ColdFusion on Wheels

ColdFusion on Wheels provides fast application development, a great organization system for your code, and is just plain fun to use.

One of our biggest goals is for you to be able to get up and running with Wheels quickly. We want for you to be able to learn it as rapidly as it is to write applications with it.

Getting Started

In this Beginner Tutorial: Hello World, we'll be writing a simple application to make sure we have Wheels installed properly and that everything is working as it should. Along the way, you'll get to know some basics about how applications built on top of Wheels work.

Contributing

We encourage you to contribute to ColdFusion on Wheels! Please check out the Coding Guidelines for guidelines about how to proceed. Join us!

Running Tests

Note: CFWheels uses RocketUnit as its testing framework.

Before running tests, make sure that all debugging is turned OFF. This could add a consideral amount of time for the tests to complete and may cause your engine to become unresponsive.

  1. Create a database on a supported database server name wheelstestdb.

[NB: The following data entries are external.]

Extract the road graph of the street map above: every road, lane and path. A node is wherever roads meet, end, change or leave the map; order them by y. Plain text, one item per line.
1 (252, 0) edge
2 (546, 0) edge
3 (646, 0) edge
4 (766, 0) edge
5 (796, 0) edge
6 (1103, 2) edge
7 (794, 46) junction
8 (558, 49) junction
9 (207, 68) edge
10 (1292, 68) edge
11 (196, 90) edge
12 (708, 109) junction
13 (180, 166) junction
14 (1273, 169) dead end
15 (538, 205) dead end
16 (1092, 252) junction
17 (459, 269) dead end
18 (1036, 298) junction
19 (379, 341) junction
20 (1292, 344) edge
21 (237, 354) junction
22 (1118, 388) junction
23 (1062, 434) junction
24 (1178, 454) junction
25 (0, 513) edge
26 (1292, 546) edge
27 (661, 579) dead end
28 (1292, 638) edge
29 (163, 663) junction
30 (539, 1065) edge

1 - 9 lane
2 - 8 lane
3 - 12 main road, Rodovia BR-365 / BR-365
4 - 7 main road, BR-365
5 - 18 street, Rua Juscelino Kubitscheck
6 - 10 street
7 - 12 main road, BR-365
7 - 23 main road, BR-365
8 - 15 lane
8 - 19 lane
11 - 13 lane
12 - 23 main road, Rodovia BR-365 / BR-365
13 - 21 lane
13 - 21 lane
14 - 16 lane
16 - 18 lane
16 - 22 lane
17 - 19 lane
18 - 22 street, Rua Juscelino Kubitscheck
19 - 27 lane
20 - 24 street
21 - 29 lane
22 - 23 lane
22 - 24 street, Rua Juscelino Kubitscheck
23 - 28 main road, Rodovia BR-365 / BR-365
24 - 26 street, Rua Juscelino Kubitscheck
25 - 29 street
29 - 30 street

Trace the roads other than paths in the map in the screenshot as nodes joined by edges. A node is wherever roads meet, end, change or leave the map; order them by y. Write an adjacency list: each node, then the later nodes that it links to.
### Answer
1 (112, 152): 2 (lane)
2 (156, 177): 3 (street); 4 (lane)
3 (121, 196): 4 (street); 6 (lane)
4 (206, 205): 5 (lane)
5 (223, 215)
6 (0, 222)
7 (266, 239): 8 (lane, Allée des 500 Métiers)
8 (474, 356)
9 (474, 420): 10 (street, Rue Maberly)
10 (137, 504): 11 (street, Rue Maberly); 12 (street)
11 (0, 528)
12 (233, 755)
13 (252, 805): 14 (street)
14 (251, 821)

At this time the supported database servers are H2, Microsoft SQL Server, Oracle, PostgreSQL, MySQL.
  2. Create a datasource in your CFML engine's administrator named wheelstestdb pointing to the wheelstestdb database and make sure to give it CLOB and BLOB support.
  3. Open your browser to the CFWheels Welcome Page.
  4. In the grey debug area at the bottom of the page, click the Run Tests link next the version number on the Framework line.

Please report any errors that you may encounter on our issue tracker. Please be sure to report the database engine (including version), CFML engine (including version), and HTTP server (including version).

Building and Releasing

Note: The build script has only been tested against Railo 3.3.0.007 or higher at this time.

  1. Make sure the URL rewriting is OFF
  2. Open wheels/version.cfm file and edit the version to correspond with the build.
  3. Update wheels/CHANGELOG to reflect version and build date.
  4. Point your browser to the build.cfm file (ex: http://localhost/builders/build.cfm).
  5. The build will create a zip file named cfwheels.<version>.zip in parent directory of the repo.
  6. Annouce and post the build to the Core Team.

Generating API Documentation

Note: The API generation script has only been tested against Railo 3.3.0.007 or higher at this time.

  1. Make sure the URL rewriting is OFF
  2. Point your browser to the API Generator at http://localhost/builders/api/index.cfm
  3. The generator will automatically create all the pages for the Wheels API in wheels/docs/Wheels API

You may overload or overwrite any of the outputted API documentation by adding to the builders/api/overload.cfm. A diagram of the generated API structure is provided in the document.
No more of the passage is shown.